C. N. Ahmad Moulavi was born in 1905 at Cheroor, a village in Eranad in Malappuram district of the south Indian state of Kerala to Nathankodan Assan Kutty and Azhuvath Khatheeja. Born in a family of poor financial means, he lost his father early and could have primary education for only three years after which he had to work in a farm for sustenance. At the age of sixteen, he went back to studies, first at Karuvarakundu Grand Dars of Kunjalam Musaliar and later under Kattukandan Kunjahmed Musaliar. This was followed by a short stints at the Madras Jamalia Arabic College and Bombay where he studied under K. T. Ibrahim Moulavi, only to proceed to Baqiyat Salihat Arabic College, Vellore in 1928 from where he passed Afsal Ul Ulama examination in 1931. On his return to Kerala, he joined the Malappuram Training School as a religious instructor but resigned from the job in 1944 to start his own clothing business.

Moulavi started a magazine by name, Ansari which became defunct after publishing 14 issues; though he restarted the magazine under a new name, New Ansari in 1955, the publication did not last long.

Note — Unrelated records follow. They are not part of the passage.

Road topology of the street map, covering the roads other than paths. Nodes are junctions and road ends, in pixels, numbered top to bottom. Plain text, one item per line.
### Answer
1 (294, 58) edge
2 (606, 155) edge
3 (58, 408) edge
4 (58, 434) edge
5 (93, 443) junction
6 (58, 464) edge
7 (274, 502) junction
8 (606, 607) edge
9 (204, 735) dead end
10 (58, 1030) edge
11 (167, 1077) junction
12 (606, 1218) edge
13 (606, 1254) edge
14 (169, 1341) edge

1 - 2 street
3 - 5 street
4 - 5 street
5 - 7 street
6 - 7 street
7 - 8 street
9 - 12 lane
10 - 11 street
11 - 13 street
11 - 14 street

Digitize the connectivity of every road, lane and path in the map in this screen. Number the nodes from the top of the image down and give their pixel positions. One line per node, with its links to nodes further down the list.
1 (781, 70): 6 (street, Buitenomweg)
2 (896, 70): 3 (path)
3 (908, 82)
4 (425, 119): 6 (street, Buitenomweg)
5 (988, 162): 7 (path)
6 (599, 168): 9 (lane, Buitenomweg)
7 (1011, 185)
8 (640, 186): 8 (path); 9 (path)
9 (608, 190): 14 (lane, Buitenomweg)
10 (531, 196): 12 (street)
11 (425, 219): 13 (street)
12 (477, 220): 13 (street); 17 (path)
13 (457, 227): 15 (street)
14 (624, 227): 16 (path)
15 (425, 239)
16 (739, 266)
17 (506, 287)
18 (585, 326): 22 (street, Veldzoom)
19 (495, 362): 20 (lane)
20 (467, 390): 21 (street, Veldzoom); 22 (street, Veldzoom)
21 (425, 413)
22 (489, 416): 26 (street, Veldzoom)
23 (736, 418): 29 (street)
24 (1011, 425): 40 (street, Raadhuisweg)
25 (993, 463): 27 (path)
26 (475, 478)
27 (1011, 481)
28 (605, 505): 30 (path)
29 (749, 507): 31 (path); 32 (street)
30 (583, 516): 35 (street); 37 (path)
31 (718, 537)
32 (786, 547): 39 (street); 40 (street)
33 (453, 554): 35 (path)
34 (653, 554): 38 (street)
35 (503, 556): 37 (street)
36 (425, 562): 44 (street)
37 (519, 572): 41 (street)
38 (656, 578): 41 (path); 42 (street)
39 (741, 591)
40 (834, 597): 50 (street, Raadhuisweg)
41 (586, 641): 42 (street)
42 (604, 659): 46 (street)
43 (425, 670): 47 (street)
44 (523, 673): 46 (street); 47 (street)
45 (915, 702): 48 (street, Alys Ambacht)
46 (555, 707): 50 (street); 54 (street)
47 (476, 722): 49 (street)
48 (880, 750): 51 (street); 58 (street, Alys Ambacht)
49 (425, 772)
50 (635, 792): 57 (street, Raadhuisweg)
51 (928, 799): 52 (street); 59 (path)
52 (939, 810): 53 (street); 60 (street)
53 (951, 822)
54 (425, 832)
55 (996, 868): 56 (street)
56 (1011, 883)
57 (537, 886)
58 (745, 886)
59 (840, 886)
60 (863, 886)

When the East Eranad Education Society was formed in 1964, Moulavi became the founder president of the society; the society, which started Dr. Gafoor Memorial MES Mampad College in 1965, was handed over the Muslim Educational Society (MES) in 1967.

Maulavi died on 27 April 1993, at the age of 88, at Kozhikode.

== Legacy and honours ==
Maulavi published twelve books on Islamic studies, including a reportedly controversial book, Islamile Dhanavitharanapadhathi (Distribution of Wealth in Islam Tradition). He was the first to publish a complete translation of the Quran into Malayalam which he published in 1963, at a time when translation of Quran was considered a blasphemy. He wrote on many contentious issues such as divorce and maintenance among Muslims and his book, Mahathaya Mappila Sahitya Paramparyam (The glorious Mappila Literary Heritage) is a comprehensive work on the Muslim literature in Kerala with details about the contribution of Muslims in the development of Arabic-Malayalam literature. He served as a member of the Kerala Sahitya Akademi for five years from 1959 to 1964. In 1989, he was inducted as a distinguished fellow by the academy. His birth centenary was celebrated in Kozhikode in 2005 and an exhibition of all his writings were organized as a part of it.

== Bibliography ==

- C. N. Ahmed Moulavi (1953). "Parishudha Qur'an: Paribhashayum Vyakhyanavum Volume-1"
- C. N. Ahmed Moulavi. "Parishudha Qur'an: Paribhashayum Vyakhyanavum Volume-2"
- C. N. Ahmed Moulavi. "Parishudha Qur'an: Paribhashayum Vyakhyanavum Volume-3"
- C. N. Ahmed Moulavi (1954). "Islamika Sampathika Shasthram"
- C. N. Ahmed Moulavi (1957). "Qur'an: Enthu ? Enthinu ?"
- C. N. Ahmed Moulavi. "Qur'an Krodeekaranam, Mansookh, Erinhukollal: Moonnu Vambicha Thettidharanakal"
- C.N, Ahmmed Moulavi (1978). "Mahathaya Mappila Sahitya Parampariam")
- C. N. Ahmed Moulavi (1983). "Manuṣhya Jeevithaṃ Anaśvaraṃ"
- C. N. Ahmed Moulavi (1971). "Islāṃ charitr̲aṃ"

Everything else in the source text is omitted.